BEGIN Dataset entries

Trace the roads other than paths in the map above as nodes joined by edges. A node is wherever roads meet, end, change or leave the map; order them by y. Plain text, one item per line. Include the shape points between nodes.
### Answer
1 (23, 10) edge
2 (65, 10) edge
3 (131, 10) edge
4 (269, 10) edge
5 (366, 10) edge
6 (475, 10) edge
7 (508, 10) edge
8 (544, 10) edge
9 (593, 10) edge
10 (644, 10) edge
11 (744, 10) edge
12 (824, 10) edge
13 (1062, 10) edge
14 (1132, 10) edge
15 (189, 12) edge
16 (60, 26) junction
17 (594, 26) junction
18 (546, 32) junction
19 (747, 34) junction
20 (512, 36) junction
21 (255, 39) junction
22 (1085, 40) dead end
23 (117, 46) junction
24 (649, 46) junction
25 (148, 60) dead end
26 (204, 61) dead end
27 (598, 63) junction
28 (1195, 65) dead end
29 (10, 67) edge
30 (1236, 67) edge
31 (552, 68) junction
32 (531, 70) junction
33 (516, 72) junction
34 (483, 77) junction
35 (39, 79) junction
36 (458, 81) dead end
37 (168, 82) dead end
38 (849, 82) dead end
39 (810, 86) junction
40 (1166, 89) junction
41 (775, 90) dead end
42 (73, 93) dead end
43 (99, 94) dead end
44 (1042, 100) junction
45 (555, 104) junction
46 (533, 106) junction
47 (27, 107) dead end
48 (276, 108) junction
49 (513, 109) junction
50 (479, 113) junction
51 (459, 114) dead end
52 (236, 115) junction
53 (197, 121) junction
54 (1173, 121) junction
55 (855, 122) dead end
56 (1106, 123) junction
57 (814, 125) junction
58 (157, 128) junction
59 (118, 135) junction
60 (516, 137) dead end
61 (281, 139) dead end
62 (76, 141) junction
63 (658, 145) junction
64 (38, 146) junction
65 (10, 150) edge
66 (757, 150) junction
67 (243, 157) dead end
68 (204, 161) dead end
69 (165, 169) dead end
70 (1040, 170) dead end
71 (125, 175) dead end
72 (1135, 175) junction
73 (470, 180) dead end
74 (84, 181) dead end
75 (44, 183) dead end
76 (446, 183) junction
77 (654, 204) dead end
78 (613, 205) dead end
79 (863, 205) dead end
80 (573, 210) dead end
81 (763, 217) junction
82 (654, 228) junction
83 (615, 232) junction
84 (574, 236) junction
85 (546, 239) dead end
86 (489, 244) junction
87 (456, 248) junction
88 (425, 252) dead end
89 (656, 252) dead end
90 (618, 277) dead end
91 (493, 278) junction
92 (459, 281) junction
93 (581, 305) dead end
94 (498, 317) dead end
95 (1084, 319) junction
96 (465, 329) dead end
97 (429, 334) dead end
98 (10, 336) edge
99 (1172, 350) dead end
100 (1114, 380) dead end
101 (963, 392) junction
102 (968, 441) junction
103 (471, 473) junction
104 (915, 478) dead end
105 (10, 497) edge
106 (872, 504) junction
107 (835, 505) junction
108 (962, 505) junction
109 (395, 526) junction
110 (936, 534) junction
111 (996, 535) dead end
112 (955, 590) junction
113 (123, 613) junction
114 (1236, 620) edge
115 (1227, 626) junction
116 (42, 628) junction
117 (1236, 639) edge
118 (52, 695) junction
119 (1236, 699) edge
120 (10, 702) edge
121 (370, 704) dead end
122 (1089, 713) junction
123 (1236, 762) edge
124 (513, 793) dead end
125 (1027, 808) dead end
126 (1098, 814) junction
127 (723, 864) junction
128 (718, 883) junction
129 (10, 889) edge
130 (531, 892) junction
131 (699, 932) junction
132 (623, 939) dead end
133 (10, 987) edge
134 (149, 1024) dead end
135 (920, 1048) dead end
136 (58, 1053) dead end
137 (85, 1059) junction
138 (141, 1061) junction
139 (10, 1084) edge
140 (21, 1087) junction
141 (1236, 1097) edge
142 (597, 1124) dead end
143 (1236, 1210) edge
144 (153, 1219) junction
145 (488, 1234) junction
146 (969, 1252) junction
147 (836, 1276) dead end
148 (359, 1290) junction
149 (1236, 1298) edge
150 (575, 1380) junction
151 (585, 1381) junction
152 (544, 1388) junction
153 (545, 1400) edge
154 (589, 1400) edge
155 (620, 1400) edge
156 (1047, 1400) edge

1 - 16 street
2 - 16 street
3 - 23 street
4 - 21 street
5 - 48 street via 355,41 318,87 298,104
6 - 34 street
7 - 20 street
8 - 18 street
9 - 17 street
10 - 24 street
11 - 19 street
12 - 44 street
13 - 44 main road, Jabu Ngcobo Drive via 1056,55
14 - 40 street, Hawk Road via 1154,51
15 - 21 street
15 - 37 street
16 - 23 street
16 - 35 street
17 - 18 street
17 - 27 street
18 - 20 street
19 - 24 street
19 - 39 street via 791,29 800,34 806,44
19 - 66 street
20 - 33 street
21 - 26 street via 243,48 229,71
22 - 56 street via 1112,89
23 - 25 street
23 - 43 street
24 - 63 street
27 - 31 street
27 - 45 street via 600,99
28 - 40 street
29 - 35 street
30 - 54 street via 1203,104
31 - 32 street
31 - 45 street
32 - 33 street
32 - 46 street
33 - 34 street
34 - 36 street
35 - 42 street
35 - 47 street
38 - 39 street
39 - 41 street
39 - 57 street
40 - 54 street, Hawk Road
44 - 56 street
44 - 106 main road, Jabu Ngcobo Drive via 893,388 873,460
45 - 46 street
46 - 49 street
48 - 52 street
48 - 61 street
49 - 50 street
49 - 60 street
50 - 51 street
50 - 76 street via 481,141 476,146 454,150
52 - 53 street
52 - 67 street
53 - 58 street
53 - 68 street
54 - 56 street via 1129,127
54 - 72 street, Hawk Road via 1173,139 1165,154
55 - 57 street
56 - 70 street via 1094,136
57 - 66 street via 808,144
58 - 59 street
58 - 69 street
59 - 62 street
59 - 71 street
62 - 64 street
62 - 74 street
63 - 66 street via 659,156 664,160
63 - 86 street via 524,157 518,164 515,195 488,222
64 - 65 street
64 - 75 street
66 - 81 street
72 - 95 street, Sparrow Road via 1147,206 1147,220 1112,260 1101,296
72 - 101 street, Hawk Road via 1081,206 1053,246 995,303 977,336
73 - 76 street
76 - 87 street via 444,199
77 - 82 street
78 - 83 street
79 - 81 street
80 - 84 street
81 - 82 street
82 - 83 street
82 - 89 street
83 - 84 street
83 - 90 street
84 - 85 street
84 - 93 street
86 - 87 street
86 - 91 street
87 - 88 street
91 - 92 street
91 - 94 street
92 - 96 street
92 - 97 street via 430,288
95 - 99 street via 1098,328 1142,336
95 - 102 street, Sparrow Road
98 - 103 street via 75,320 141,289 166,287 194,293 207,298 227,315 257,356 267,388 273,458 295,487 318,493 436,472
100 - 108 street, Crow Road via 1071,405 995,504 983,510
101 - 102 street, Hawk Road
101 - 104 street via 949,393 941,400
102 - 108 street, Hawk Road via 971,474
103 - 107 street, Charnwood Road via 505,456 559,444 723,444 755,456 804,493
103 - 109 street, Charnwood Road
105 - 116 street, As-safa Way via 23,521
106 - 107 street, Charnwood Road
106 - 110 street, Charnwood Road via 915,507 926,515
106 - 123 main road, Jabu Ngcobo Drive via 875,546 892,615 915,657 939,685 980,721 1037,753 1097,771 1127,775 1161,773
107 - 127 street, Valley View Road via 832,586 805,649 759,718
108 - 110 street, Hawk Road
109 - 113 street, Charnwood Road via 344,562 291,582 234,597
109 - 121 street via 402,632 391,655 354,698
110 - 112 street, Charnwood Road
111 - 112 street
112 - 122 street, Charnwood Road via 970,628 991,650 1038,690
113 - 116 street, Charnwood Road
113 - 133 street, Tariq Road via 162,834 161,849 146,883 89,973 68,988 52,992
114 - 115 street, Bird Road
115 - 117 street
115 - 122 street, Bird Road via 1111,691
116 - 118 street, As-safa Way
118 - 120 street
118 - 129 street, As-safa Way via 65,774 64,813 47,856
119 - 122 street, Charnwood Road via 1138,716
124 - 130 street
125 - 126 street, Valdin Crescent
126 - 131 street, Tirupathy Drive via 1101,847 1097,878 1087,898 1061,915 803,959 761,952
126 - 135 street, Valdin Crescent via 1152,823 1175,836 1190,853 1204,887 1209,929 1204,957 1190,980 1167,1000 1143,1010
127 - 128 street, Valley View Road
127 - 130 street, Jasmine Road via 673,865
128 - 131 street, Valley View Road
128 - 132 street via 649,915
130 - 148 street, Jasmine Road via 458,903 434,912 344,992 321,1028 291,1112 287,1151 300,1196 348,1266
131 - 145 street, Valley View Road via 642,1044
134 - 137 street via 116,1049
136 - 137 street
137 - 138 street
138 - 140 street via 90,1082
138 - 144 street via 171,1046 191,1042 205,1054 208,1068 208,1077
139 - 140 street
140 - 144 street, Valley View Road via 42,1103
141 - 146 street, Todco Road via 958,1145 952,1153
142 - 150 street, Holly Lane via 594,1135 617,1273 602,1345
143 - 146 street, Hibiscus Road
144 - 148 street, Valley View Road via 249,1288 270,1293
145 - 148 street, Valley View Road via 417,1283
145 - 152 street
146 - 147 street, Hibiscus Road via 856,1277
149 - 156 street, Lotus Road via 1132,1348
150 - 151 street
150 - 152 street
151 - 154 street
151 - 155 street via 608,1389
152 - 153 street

END Dataset entries

**About this task:** Within the data above, pick out all lines holding the word "Crescent".

**Task output:**
125 - 126 street, Valdin Crescent
126 - 135 street, Valdin Crescent via 1152,823 1175,836 1190,853 1204,887 1209,929 1204,957 1190,980 1167,1000 1143,1010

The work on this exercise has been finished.